Execute from the repository root:

python examples/tool_calling_example/local_eval.py

Overriding Parameters

Change dataset path:

python examples/tool_calling_example/local_eval.py dataset_file_path=path/to/your/tool_calling_dataset.jsonl

Other parameters (e.g., model name, reward function parameters) would typically be added to local_eval_config.yaml or passed as CLI overrides if local_eval.py is structured to accept them via Hydra.

Outputs are saved to Hydra’s default output directory (configured in local_eval_config.yaml as ./outputs/local_eval_tool_calling/${now:%Y-%m-%d}/${now:%H-%M-%S}).

2. TRL GRPO Integration (`trl_grpo_integration.py`)

This script provides a scaffold for fine-tuning a model for tool calling using TRL GRPO. Note: The script defaults to using a MOCK model and tokenizer.

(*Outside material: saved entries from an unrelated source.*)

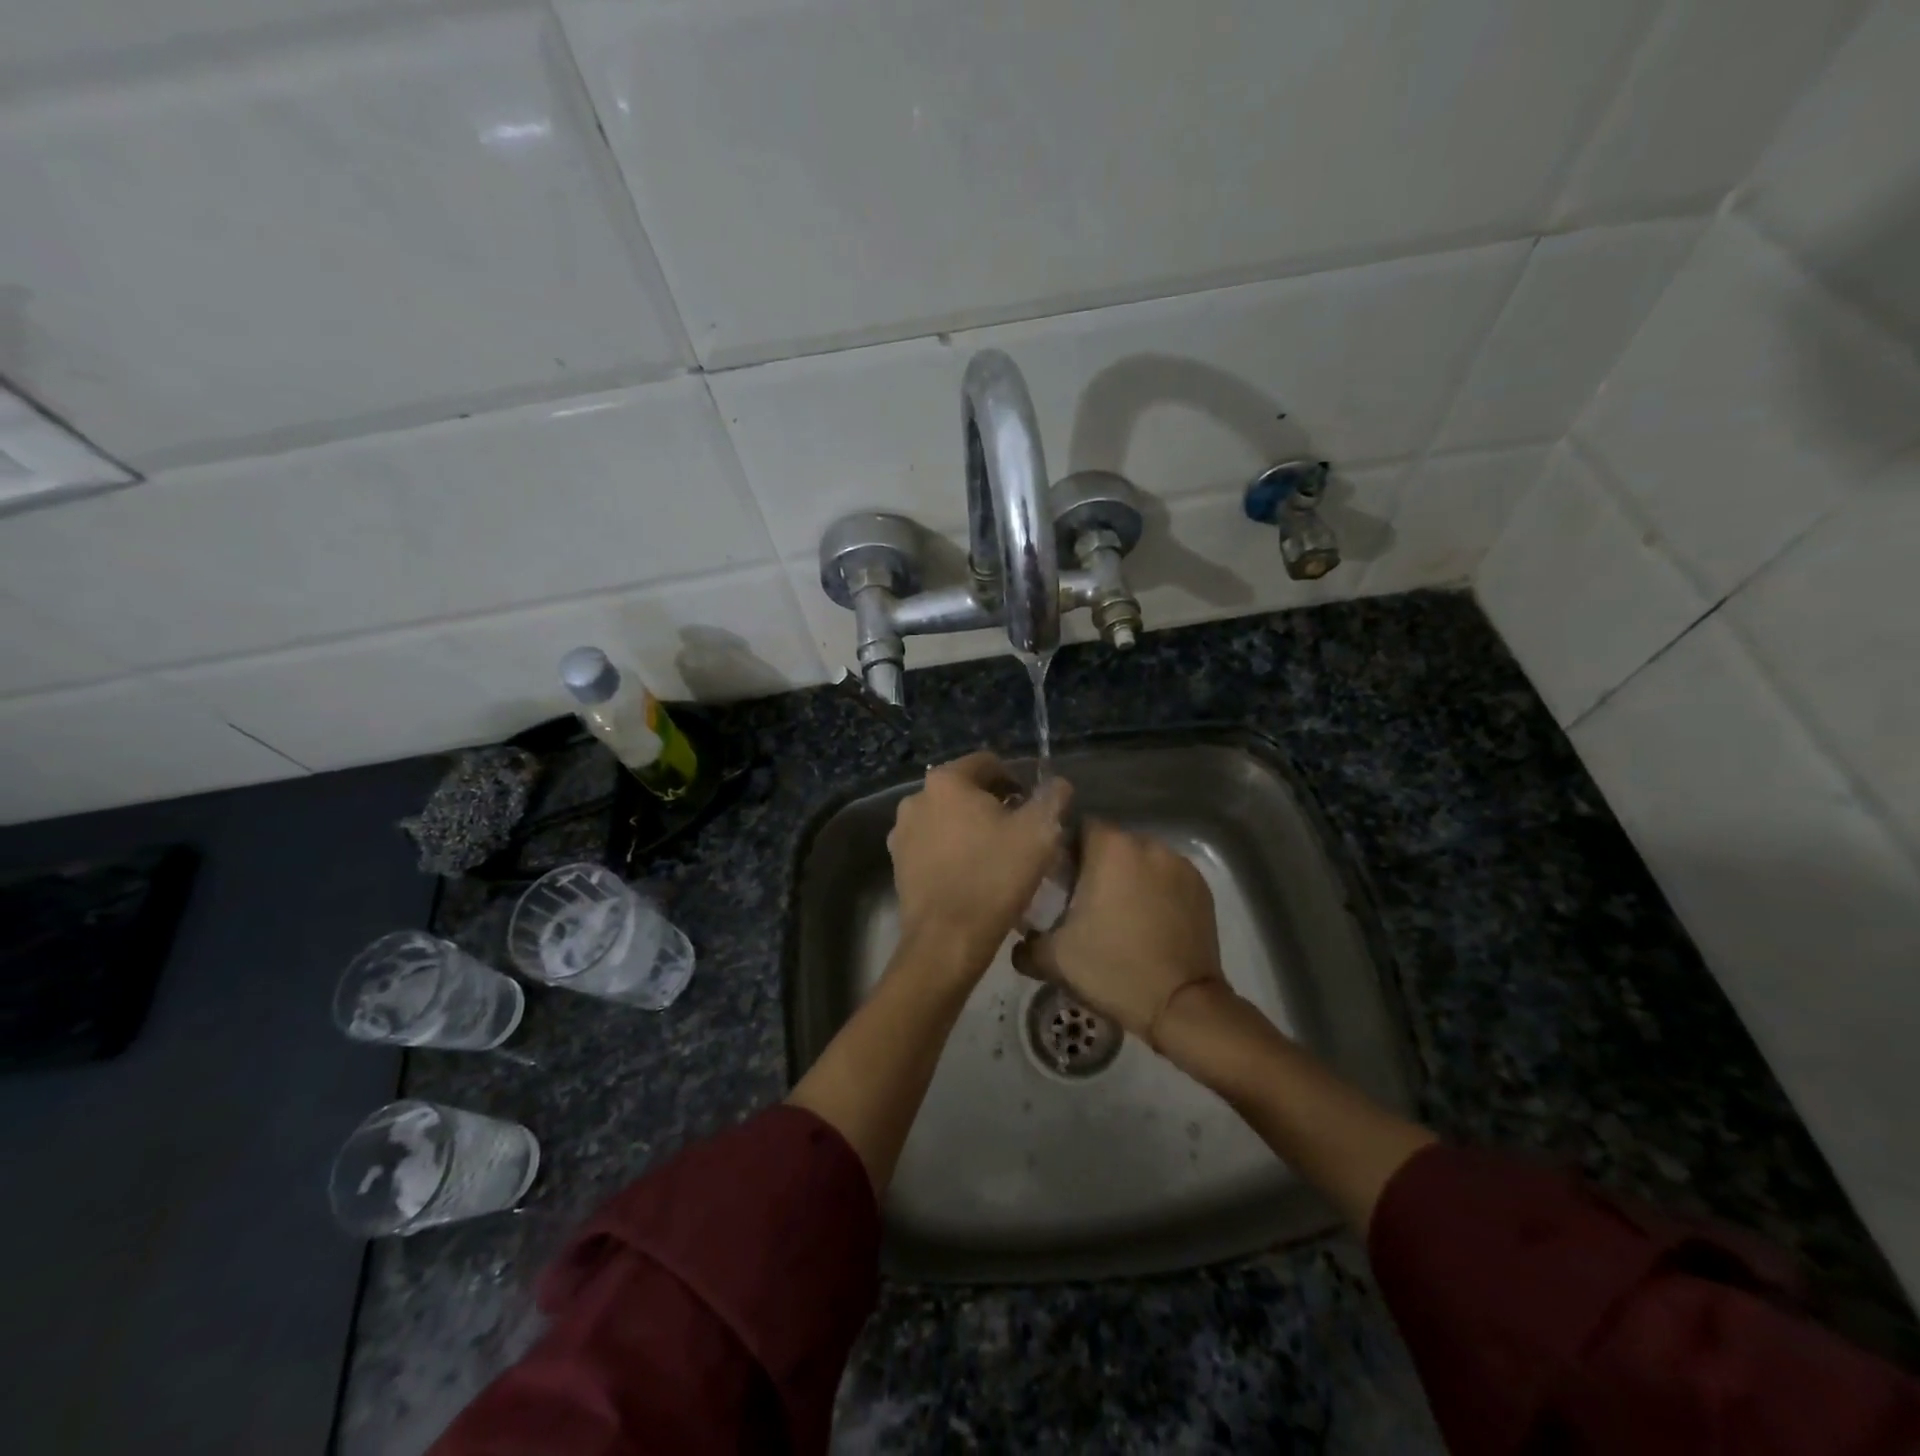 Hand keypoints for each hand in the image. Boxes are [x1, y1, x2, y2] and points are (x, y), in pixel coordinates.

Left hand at [888, 752, 1072, 980]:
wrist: (947, 940)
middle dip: (993, 804)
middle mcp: (916, 798)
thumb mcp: (1039, 833)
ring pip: (947, 818)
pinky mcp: (898, 863)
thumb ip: (1052, 798)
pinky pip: (932, 845)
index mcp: (946, 781)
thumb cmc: (995, 877)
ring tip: (997, 855)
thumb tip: (1057, 784)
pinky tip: (973, 874)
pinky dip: (953, 850)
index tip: (1033, 807)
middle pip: (965, 790)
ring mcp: (902, 832)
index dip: (1016, 780)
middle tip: (1019, 832)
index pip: (988, 763)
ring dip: (971, 828)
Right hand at [1014, 821, 1224, 1044]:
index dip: (1065, 851)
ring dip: (1128, 877)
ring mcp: (1180, 865)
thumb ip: (1026, 941)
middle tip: (1084, 901)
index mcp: (1110, 848)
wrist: (1181, 1006)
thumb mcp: (1053, 959)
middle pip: (1112, 843)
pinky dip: (1155, 891)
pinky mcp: (1202, 888)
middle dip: (1097, 865)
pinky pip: (1167, 878)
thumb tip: (1019, 941)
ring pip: (1141, 860)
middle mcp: (1148, 845)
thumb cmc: (1112, 970)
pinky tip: (1148, 922)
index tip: (1058, 880)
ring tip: (1119, 914)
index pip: (1078, 828)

Using a real model requires code modifications in trl_grpo_integration.py and potentially conf/trl_grpo_config.yaml.

Configuration

Uses Hydra and is configured by examples/tool_calling_example/conf/trl_grpo_config.yaml.
Default dataset_file_path: dataset.jsonl (assumed to be in examples/tool_calling_example/).
Default model_name: Qwen/Qwen2-0.5B-Instruct.
Includes various grpo training parameters.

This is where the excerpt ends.